**TASK PROMPT:** Search the listing for the string "place". Copy every line that has it.

↓

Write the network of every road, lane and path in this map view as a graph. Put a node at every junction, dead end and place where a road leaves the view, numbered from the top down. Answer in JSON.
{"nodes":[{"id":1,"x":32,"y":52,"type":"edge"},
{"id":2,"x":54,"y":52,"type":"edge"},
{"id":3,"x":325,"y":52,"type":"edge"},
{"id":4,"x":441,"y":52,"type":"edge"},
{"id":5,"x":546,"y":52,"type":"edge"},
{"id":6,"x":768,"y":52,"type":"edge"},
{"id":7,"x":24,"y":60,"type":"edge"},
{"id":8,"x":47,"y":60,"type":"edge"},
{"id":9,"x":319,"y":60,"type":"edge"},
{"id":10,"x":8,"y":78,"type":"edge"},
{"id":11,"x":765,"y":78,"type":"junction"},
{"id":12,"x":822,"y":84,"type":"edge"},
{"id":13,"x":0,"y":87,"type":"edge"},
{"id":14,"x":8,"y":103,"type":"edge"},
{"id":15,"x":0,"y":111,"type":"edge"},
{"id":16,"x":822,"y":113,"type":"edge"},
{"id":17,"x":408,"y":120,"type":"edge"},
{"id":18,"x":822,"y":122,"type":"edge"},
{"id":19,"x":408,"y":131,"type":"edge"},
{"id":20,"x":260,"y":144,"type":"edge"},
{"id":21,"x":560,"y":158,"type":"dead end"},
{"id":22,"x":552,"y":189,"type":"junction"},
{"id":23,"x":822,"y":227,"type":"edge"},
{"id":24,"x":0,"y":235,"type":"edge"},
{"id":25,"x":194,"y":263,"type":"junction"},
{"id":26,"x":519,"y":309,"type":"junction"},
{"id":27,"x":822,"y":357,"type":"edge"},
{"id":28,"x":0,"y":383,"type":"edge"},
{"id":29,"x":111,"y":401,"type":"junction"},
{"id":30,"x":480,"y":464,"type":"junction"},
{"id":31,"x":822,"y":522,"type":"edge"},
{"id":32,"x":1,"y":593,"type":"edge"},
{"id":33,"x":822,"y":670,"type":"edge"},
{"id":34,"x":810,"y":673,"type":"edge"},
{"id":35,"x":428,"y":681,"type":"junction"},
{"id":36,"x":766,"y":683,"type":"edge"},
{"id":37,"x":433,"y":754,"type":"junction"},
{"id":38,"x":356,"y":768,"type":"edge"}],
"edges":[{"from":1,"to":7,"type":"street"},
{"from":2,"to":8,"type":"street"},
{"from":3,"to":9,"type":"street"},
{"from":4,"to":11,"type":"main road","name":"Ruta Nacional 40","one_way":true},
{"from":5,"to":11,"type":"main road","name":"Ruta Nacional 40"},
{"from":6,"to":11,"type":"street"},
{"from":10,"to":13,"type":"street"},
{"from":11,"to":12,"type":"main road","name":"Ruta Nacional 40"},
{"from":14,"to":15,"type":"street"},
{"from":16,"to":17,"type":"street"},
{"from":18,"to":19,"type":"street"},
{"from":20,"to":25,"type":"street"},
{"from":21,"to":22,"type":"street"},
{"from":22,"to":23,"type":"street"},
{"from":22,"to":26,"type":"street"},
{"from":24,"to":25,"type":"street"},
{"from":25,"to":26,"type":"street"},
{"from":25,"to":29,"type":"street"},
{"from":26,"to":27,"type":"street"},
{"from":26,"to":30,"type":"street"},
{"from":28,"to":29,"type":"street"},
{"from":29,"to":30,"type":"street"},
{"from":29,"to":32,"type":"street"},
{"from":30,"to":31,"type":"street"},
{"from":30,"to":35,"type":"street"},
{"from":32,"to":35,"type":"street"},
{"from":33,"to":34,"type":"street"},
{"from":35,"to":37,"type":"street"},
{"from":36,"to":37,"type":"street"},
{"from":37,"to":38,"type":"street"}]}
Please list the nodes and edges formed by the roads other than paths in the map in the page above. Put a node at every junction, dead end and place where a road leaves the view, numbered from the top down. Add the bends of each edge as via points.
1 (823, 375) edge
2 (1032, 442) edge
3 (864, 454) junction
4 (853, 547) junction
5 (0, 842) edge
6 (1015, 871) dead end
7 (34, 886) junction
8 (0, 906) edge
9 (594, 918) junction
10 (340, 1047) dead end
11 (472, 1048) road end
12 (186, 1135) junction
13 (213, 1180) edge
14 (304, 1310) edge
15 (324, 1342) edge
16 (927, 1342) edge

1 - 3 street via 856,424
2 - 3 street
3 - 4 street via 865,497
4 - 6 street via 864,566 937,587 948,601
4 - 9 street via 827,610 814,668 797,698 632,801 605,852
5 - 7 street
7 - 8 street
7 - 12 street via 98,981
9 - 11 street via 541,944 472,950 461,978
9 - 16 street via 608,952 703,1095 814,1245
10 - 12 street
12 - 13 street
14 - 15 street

↑

**ANSWER BOX:**
Write the network of every road, lane and path in this map view as a graph. Put a node at every junction, dead end and place where a road leaves the view, numbered from the top down. Answer in JSON.
Please list the nodes and edges formed by the roads other than paths in the map in the page above. Put a node at every junction, dead end and place where a road leaves the view, numbered from the top down. Add the bends of each edge as via points.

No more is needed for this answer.